The official start of the holiday shopping is here and even though cybersecurity firms are issuing warnings to help protect online shoppers many consumers may ignore safety advice if it stops them from saving money.
A variety of scams have already been spotted, with cybercriminals creating fake store websites, launching shopping-related phishing campaigns and running call center fraud schemes. Consequently, the number of cyberattacks taking place during the 2018 holiday shopping season will likely surge, mirroring 2017 when such incidents jumped 57 percent from the previous year, according to a Carbon Black report.
Perhaps even more concerning than the effort being put forth by malicious actors is that many consumers value saving money over their cybersecurity, DomainTools found in a consumer survey.
“The survey found that 62 percent of respondents are willing to shop a brand that has been breached in the past if it’s for a Cyber Monday sale, indicating that many consumers will remain loyal to their favorite shopping sites if there is a compelling enough deal on the table.
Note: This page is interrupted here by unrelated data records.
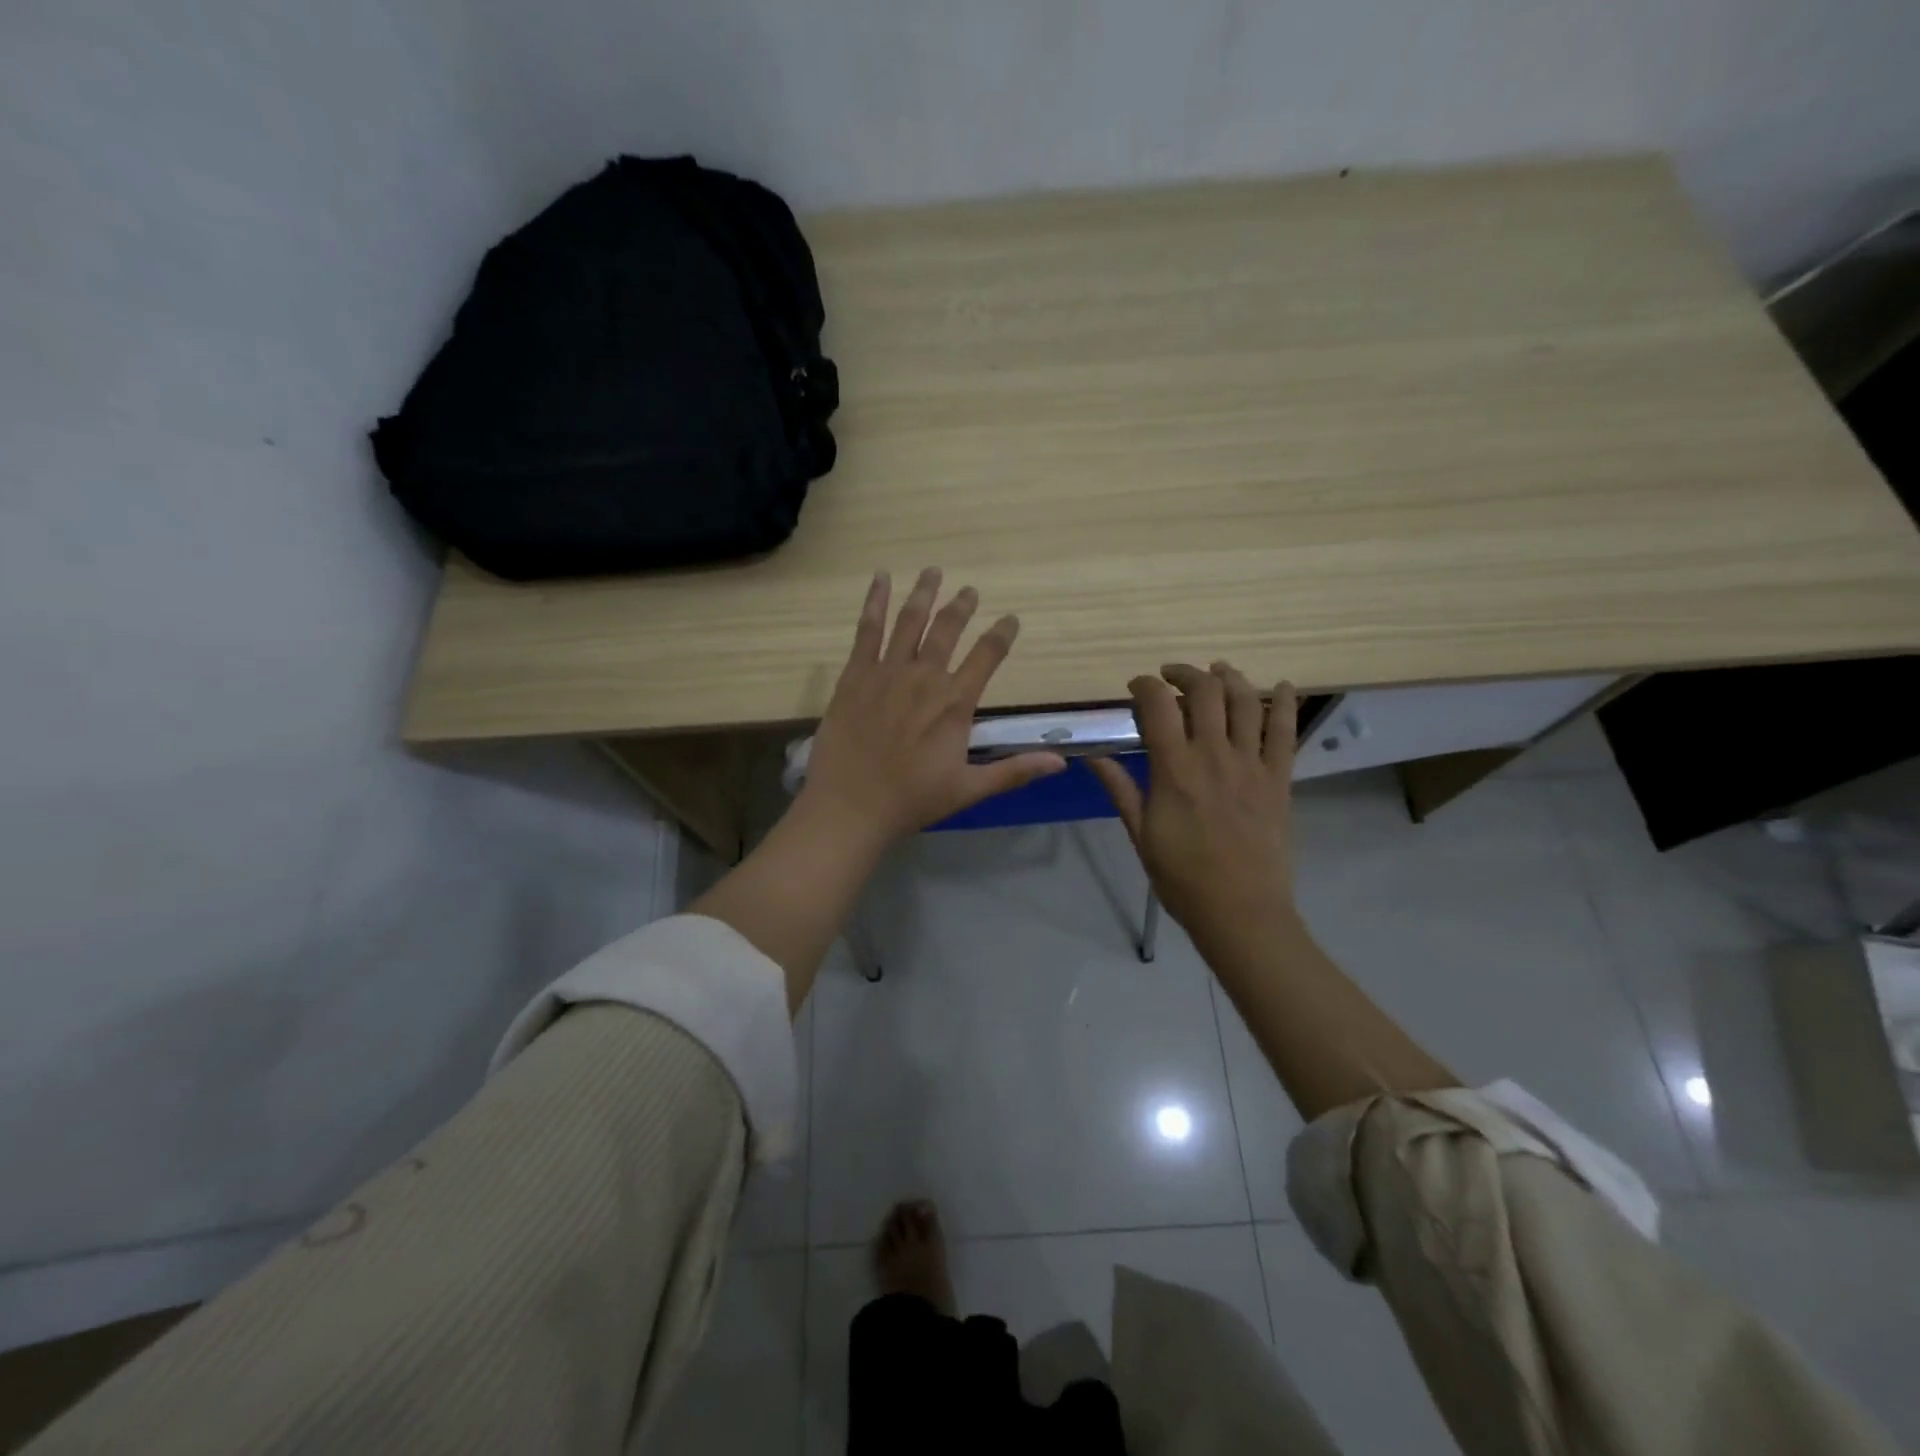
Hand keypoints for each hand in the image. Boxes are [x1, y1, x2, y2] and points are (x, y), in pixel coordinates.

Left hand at [799, 568, 1066, 846]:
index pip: (987, 656)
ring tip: (933, 571)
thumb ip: (1014, 771)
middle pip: (947, 629)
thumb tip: (1061, 762)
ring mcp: (887, 672)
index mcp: (955, 702)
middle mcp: (925, 677)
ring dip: (924, 593)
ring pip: (910, 621)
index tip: (1011, 619)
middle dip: (961, 606)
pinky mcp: (855, 674)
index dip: (1002, 635)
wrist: (851, 805)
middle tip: (969, 590)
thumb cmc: (912, 800)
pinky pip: (867, 630)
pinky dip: (875, 602)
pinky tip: (880, 579)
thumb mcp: (969, 789)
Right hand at [1090, 664, 1298, 948]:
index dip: (1145, 685)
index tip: (1136, 686)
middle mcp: (1214, 755)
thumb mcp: (1140, 834)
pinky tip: (1282, 685)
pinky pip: (1287, 731)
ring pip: (1246, 701)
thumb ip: (1120, 788)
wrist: (1240, 911)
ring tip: (1218, 672)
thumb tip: (1092, 756)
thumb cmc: (1181, 877)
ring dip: (1230, 677)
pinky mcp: (1279, 778)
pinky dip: (1285, 703)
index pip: (1158, 705)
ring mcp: (1252, 764)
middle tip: (1173, 677)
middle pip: (1205, 691)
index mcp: (1174, 770)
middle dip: (1185, 673)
However, in the absence of deep discounts, 60 percent said they will ditch a site if they think it is vulnerable to a breach or has been caught in the crosshairs of a scam in the past,” the survey stated.
Evidently, the bad guys know this and are ready to take advantage of this weakness.
Group-IB’s research team has revealed hundreds of fake websites purporting to represent some of the most popular brands and retailers. These sites are designed to lure in shoppers who believe they are giving their payment card information to legitimate companies, although they are actually handing it to cybercriminals.
The China-based Alibaba group of online stores appears to have borne the brunt of this activity so far with more than 400 clone sites having been spotted, with another 198 name brand sites also replicated.
“To attract customers, fraudsters create fake websites that look almost identical to the legitimate ones. They copy branding, logos and fonts and even register a similar domain name to mislead the visitors. The damage to one customer can reach up to hundreds of dollars. Such fake websites are capable of luring up to 200,000 monthly visitors,” Group-IB reported.
DomainTools noted the top three U.S. retailers, Amazon, Walmart and Target, have been targeted in a similar fashion, with URLs like wal-mart.com[.]bd and amagzon[.]com springing up on the internet.
Merchants also have to be on guard, as the electronic payment firm ACI Worldwide expects credit card fraud to increase 14 percent this year. This increase isn't as severe as previous years' increases have been, due to the use of “chip” credit cards, which makes such fraud more difficult to pull off. However, the value of an individual fraud purchase is expected to increase three percent.
Another area often overlooked during the Black Friday/Cyber Monday period is the danger it presents to non-retail companies. Not only does almost every business need to worry about its workers using company computer assets to shop, but the holiday period also creates a more fractured workforce.
A study from the security firm Morphisec found the majority of people will use their work-issued device to shop at some point during the holidays, opening up the corporate network to a huge number of threats.
“Searching for gifts on lesser-known websites can open up professionals and their enterprise network[s] to adware and other Potentially Unwanted Programs (PUPs). PUPs continue to be the largest group of threats prevented by Morphisec, representing 40 percent of all attacks,” the company noted.
There are also several non-shopping related issues capable of causing a headache for IT admins. The study found 25 percent of those surveyed planned to work from home more frequently during the holidays with another 47 percent of these folks using their personal computer for work activities while they travel.
“Working from home/remotely means collaborating with coworkers and sharing documents becomes more piecemeal, which increases the likelihood employees [are] unknowingly opening weaponized documents such as PDFs, a growing tool in cyberattackers' toolboxes,” Morphisec reported.